Nearly two and a half months into the year, China’s economy is already booming.

Exports rose more than 21% year over year, bringing the country’s trade surplus to $213.62 billion. That record surplus comes about a week after China unveiled its 15th five-year plan — one that aims to transform the country into a tech-driven global power, while also boosting domestic demand.

That’s no easy feat.

“Marketplace Morning Report” host Sabri Ben-Achour spoke with Logan Wright, a partner at the Rhodium Group who leads the firm’s China Markets Research work, about the plan and what it could mean for us here at home. The following is an edited transcript of their conversation.

Sabri Ben-Achour: China’s five-year plans. One aspect of them is to lay out the industries that China wants to dominate. What are the industries China has its eye on this time around that we should be paying attention to?

Logan Wright: I mean, I think that what China is interested in is developing industrial capabilities that can enhance the productivity of their broader manufacturing base, and they want to ensure that they remain at the center of global supply chains in what they consider sort of the new strategic industries of the future. So that includes battery technology, that includes artificial intelligence, that includes semiconductors, and there’s several others as well. It is more of a security-focused strategy from Beijing than really an economic development strategy,

Ben-Achour: If you’re the U.S. right now, you see China’s roadmap to become more self-sufficient to dominate high tech. What do you do?
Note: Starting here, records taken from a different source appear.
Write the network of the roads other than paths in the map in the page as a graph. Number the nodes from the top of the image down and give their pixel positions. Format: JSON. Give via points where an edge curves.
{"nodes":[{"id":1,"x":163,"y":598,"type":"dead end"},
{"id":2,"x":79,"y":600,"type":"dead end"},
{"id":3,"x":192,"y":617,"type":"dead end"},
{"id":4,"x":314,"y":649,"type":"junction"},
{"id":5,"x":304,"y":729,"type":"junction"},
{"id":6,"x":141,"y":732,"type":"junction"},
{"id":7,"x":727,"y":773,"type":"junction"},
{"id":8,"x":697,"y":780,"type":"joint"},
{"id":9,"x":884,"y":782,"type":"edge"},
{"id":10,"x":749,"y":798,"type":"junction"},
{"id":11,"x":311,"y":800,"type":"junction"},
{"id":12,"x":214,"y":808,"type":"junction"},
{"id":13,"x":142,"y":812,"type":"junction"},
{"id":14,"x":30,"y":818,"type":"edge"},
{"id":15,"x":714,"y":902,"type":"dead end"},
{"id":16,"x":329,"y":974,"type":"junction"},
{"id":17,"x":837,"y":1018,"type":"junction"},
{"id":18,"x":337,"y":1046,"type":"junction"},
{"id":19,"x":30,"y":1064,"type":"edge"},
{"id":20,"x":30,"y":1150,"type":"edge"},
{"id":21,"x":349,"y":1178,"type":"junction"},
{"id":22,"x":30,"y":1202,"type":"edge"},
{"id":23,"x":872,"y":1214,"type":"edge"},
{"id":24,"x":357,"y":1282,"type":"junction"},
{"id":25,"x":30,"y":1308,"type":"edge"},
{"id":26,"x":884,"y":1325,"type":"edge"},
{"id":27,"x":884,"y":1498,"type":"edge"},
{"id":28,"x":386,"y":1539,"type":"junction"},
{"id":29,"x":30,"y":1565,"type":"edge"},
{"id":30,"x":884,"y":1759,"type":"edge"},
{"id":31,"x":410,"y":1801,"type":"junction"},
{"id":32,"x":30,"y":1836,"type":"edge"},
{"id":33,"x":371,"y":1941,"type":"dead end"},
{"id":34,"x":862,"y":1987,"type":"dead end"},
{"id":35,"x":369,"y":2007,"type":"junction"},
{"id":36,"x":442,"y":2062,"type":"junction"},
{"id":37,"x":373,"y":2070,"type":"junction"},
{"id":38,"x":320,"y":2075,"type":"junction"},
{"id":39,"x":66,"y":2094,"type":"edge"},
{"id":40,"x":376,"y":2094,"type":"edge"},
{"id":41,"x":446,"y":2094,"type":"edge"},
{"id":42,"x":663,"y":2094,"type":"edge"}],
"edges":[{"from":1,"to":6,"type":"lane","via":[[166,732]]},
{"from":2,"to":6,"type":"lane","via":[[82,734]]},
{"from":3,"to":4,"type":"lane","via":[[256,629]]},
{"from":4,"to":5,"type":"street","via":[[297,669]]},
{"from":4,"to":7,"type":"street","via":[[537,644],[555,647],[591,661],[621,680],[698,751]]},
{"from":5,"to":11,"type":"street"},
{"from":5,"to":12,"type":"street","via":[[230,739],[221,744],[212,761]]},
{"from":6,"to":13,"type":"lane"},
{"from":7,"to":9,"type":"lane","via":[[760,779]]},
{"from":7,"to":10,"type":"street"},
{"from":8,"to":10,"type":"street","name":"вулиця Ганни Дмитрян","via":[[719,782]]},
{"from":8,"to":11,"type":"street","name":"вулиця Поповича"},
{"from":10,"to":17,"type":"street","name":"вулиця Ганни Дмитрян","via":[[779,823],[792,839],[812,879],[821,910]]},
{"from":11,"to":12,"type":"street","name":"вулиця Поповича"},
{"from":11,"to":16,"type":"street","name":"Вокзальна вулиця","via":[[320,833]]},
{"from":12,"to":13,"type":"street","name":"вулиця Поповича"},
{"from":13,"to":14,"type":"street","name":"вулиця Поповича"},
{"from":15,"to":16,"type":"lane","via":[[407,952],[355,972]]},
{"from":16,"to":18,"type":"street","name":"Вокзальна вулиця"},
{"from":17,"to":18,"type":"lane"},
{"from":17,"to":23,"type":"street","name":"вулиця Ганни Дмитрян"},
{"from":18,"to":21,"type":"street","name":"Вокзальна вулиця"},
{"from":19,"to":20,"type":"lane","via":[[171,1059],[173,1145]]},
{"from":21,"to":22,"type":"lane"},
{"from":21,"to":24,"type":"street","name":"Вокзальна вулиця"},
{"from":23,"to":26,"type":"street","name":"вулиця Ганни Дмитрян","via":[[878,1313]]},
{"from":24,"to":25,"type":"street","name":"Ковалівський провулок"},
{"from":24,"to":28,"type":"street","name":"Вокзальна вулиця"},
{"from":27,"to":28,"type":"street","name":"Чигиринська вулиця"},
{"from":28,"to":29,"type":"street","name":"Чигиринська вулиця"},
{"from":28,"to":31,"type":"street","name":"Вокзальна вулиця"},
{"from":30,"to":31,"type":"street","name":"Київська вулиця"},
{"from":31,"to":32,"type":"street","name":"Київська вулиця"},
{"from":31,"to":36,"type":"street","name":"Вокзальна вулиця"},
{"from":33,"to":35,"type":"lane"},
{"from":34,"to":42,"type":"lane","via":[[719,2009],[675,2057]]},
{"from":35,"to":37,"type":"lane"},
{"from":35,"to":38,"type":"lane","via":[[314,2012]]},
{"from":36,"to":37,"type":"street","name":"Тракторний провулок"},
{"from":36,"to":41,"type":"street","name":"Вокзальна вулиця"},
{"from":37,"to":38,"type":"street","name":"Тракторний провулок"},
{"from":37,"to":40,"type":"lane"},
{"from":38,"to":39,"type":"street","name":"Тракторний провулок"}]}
Wright: I think the answer to policies that drive disinvestment abroad is to invest, and you need to protect those domestic investments. China is vulnerable to restrictions on trade via tariffs and other non-tariff barriers, but they are not vulnerable to just U.S. action alone. It requires coordinated action on tariffs, and that coordination is difficult precisely because in all countries, it’s not necessarily the worst proposition to have lower cost intermediate goods. This is very much a collective response that’s necessary to reduce the imbalances and the deflationary and disinflationary pressures that China’s manufacturing sector has produced.

Ben-Achour: If the answer is to keep some of that manufacturing out with tariffs, it sounds like we are doing that, but if the other piece of that is to also invest in industries in the U.S., that seems like a very mixed record right now, because the Trump administration is trying to cancel offshore wind projects, the incentives for EVs are gone. It sounds like we’re not hitting the investment side of the equation.

Wright: That’s completely right. There’s very little evidence of an investment response, and the investment response in new capabilities is more important than whatever measures are used to protect domestic markets. If you don’t want China’s overall share of global manufacturing value added to continue increasing, then it might require some protection of those markets and of those sources of demand in the near term, but the important thing is developing the capabilities. And when tariffs are uncertain, when you’re not sure whether tariffs are going to go up or down over time, that discourages investment, and that’s sort of what we’ve seen over the last over the last year or so.